Astronomers have discovered a planet unlike any other ever found, one that loops widely around one star that is locked in a gravitational embrace with two others in a triple-star system, creating a curious celestial ballet.
The findings, published on Thursday in the journal Science, challenge current notions about what makes a planetary system viable.
With three stars in the system, the massive planet would experience triple sunrises and triple sunsets during one season and all daylight in another. Since the planet's orbit is very long, each season lasts for hundreds of years.
"Depending on which season you were born in, you may never know what nighttime is like," lead researcher Kevin Wagner of the University of Arizona said.
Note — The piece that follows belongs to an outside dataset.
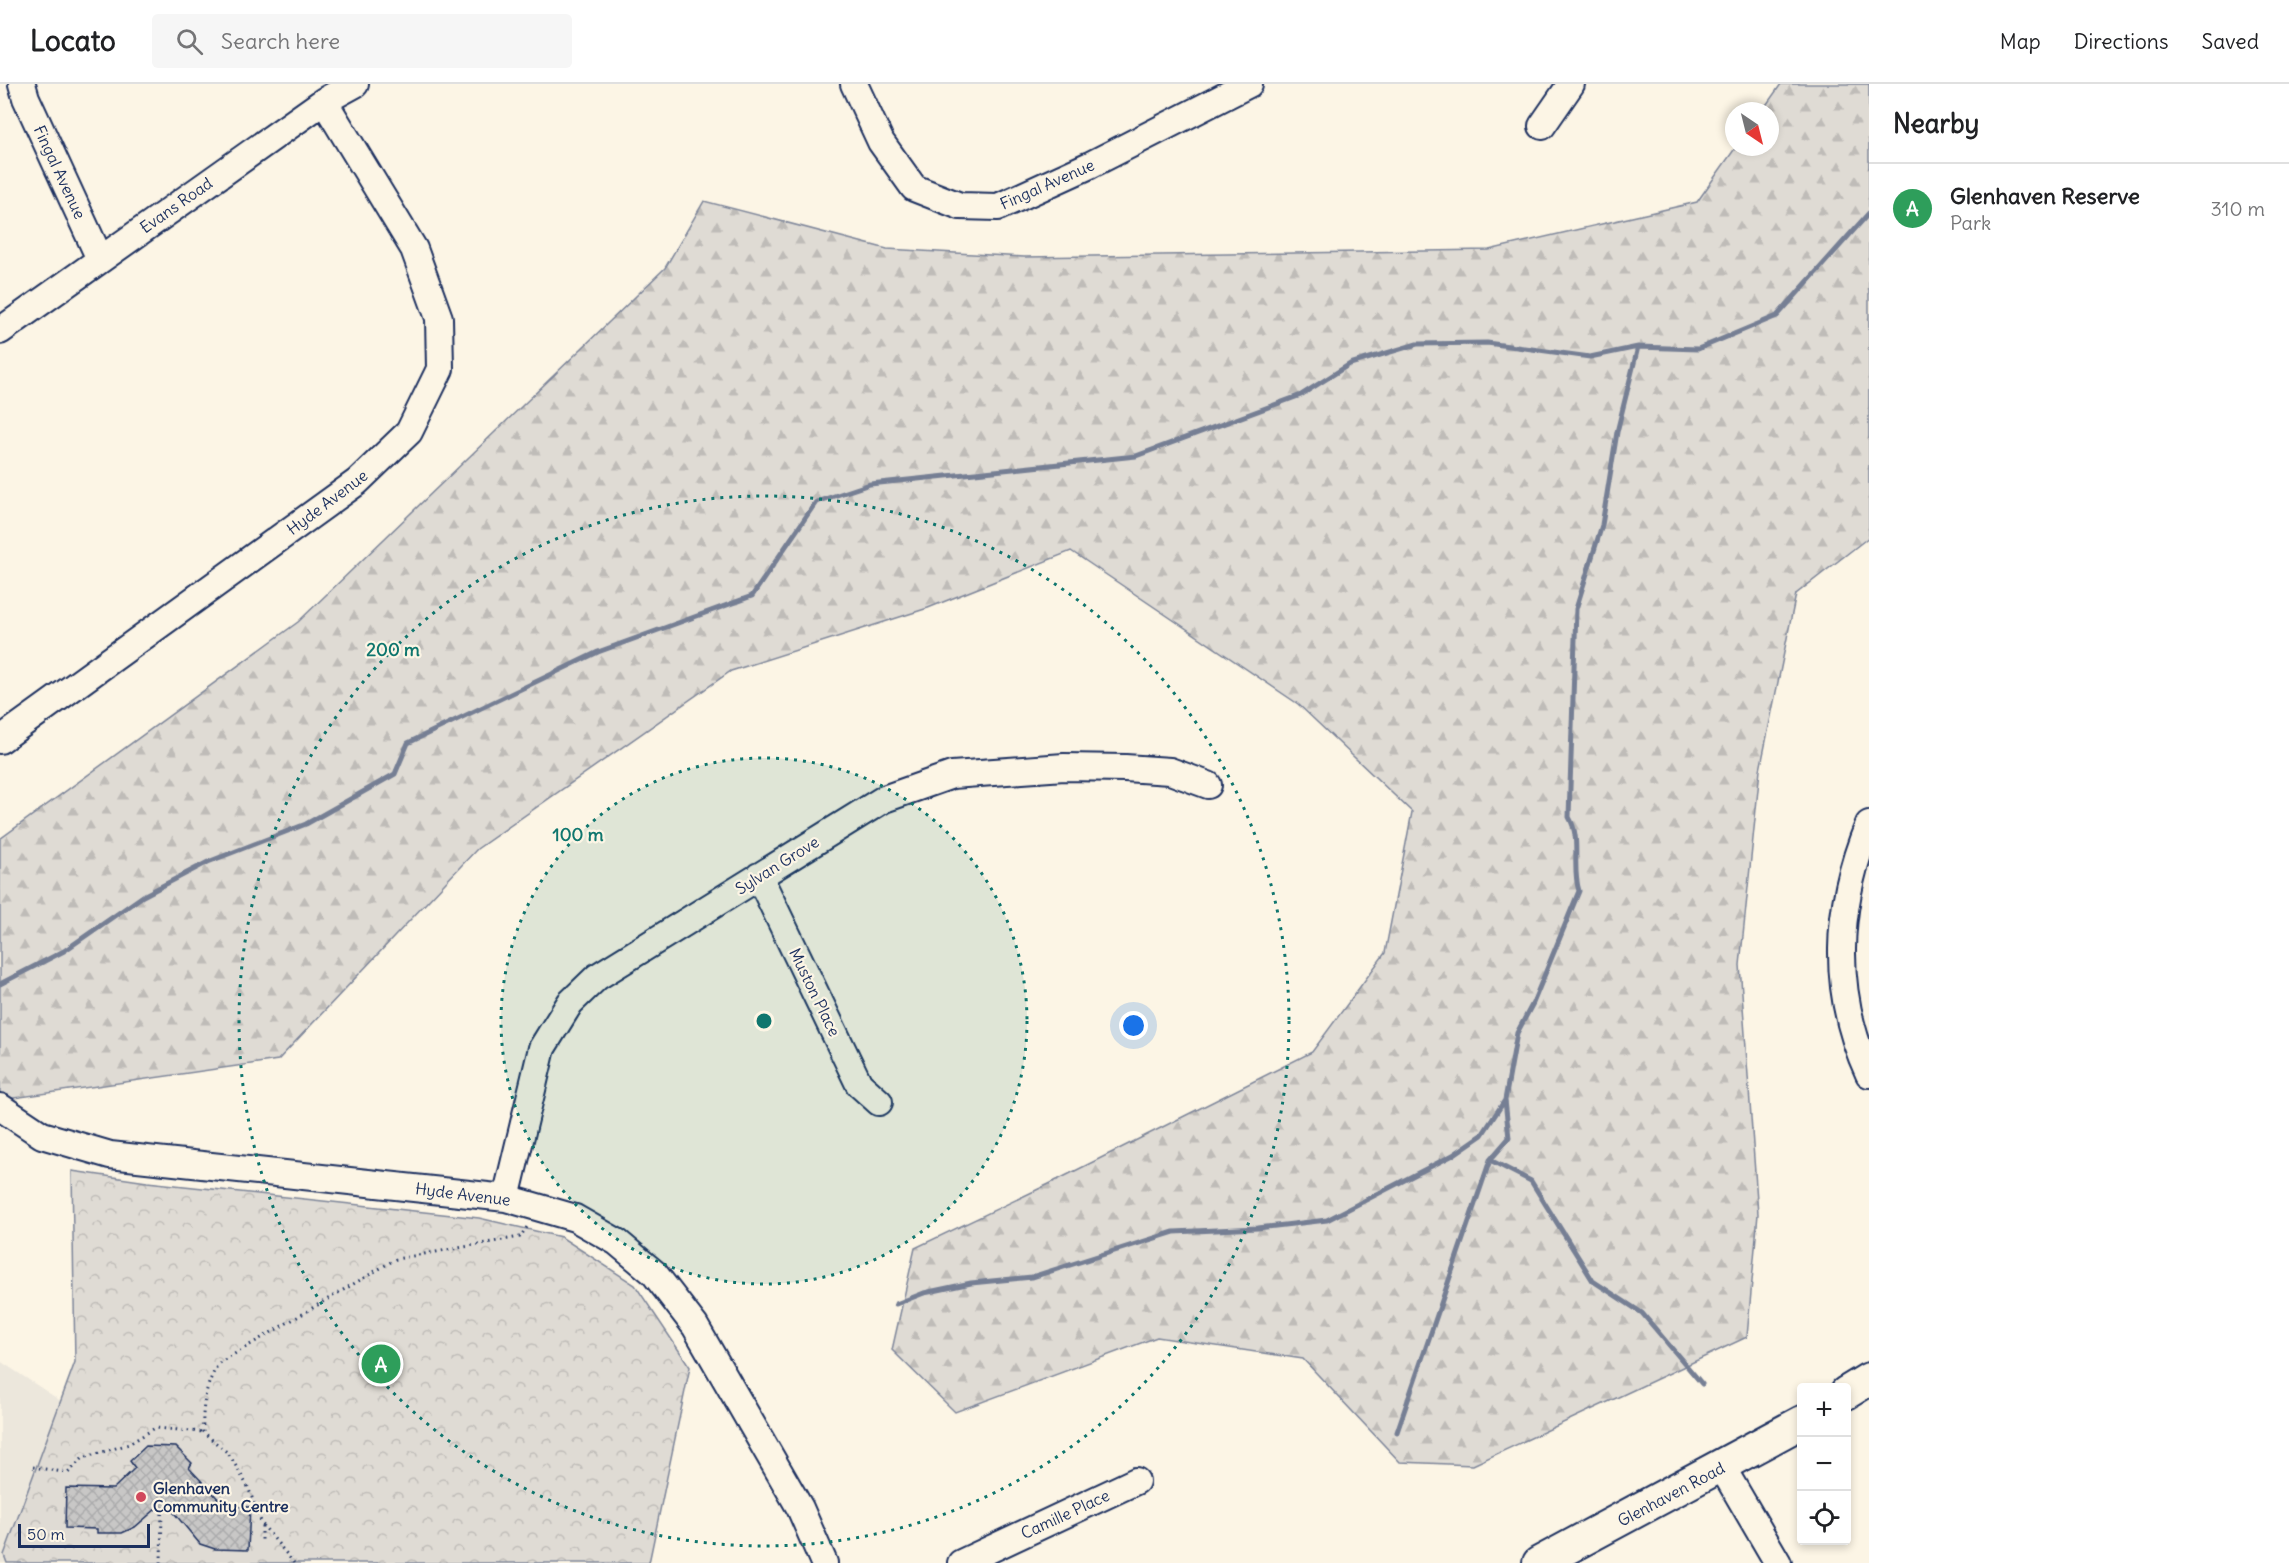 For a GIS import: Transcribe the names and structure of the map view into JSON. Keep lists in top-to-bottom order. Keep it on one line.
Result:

The planet, called HD 131399Ab, is about four times bigger than Jupiter, the largest planet in our solar system, and is orbiting in a three-star system located about 340 light-years from Earth in the constellation Centaurus.
Scientists are not sure how HD 131399Ab came to exist. It orbits its parent star about twice as far as Pluto circles the sun, needing 550 years to complete a single orbit.
Astronomers have previously discovered planets in multi-star systems, but never one that circles a parent star with such a wide berth. It also is one of the few extrasolar planets - those outside our solar system - to be directly imaged by telescope.
The planet's orbit is akin to the distance more typically seen when a star orbits another star, not a planet orbiting a star.
"This is the first planet that we've found with an orbit that is comparable to that of the stars," Wagner said.
If HD 131399Ab's orbit was just a bit wider, computer simulations show it could be gravitationally elbowed out of the system by the pair of smaller stars that orbit each other and the main star, which is about 80 percent bigger than the sun.
Though the planet is relatively young, around 16 million years old compared to the 4.5-billion-year-old Earth, it likely has had an eventful life. Scientists suspect it may have started off in a much closer orbit around two parent stars before it was gravitationally bounced to its extreme distance.
Scientists plan additional observations to determine if the planet's orbit is actually stable.
"It is not clear how this planet ended up on its wide orbit in this extreme system ... but it shows there is more variety out there than many would have deemed possible," Wagner said.
The planet was detected using the European Southern Observatory's Very Large Telescope in northern Chile.